Below are the records; retype them exactly and omit each picture.
======
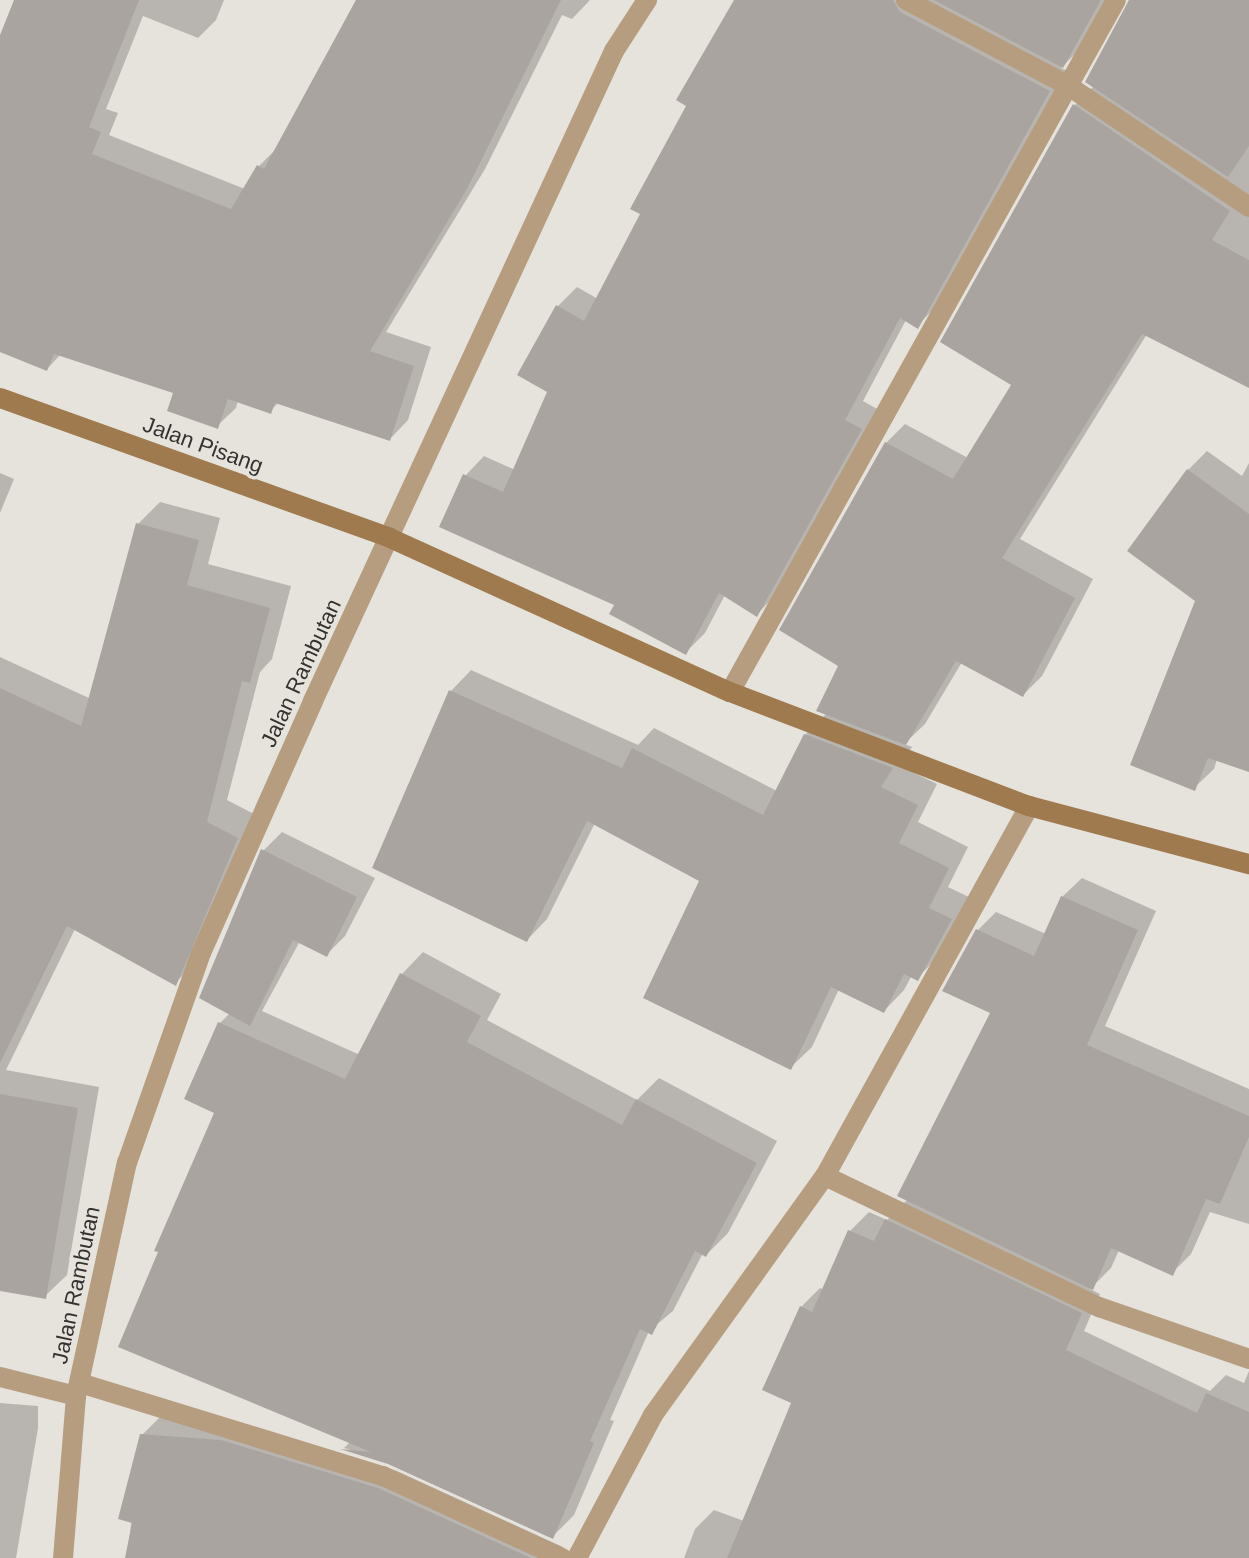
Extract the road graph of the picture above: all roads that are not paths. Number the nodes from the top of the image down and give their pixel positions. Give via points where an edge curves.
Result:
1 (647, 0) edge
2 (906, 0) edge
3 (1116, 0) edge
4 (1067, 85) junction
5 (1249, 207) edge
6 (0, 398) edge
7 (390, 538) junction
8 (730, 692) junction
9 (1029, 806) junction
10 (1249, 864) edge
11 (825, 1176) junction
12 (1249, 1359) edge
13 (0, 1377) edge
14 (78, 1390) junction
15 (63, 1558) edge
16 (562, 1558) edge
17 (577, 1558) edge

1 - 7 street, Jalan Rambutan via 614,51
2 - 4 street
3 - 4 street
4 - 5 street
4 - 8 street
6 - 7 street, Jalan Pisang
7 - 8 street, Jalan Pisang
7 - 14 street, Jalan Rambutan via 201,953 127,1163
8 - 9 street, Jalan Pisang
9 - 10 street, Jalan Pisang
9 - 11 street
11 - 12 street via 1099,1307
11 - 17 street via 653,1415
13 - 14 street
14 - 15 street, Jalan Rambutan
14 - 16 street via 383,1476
======
● Solution to the exercise
Extract the road graph of the picture above: all roads that are not paths. Number the nodes from the top of the image down and give their pixel positions. Give via points where an edge curves.
Result:
1 (647, 0) edge
2 (906, 0) edge
3 (1116, 0) edge
4 (1067, 85) junction
5 (1249, 207) edge
6 (0, 398) edge
7 (390, 538) junction
8 (730, 692) junction
9 (1029, 806) junction
10 (1249, 864) edge
11 (825, 1176) junction
12 (1249, 1359) edge
13 (0, 1377) edge
14 (78, 1390) junction
15 (63, 1558) edge
16 (562, 1558) edge
17 (577, 1558) edge

1 - 7 street, Jalan Rambutan via 614,51
2 - 4 street
3 - 4 street
4 - 5 street
4 - 8 street
6 - 7 street, Jalan Pisang
7 - 8 street, Jalan Pisang
7 - 14 street, Jalan Rambutan via 201,953 127,1163
8 - 9 street, Jalan Pisang
9 - 10 street, Jalan Pisang
9 - 11 street
11 - 12 street via 1099,1307
11 - 17 street via 653,1415
13 - 14 street
14 - 15 street, Jalan Rambutan
14 - 16 street via 383,1476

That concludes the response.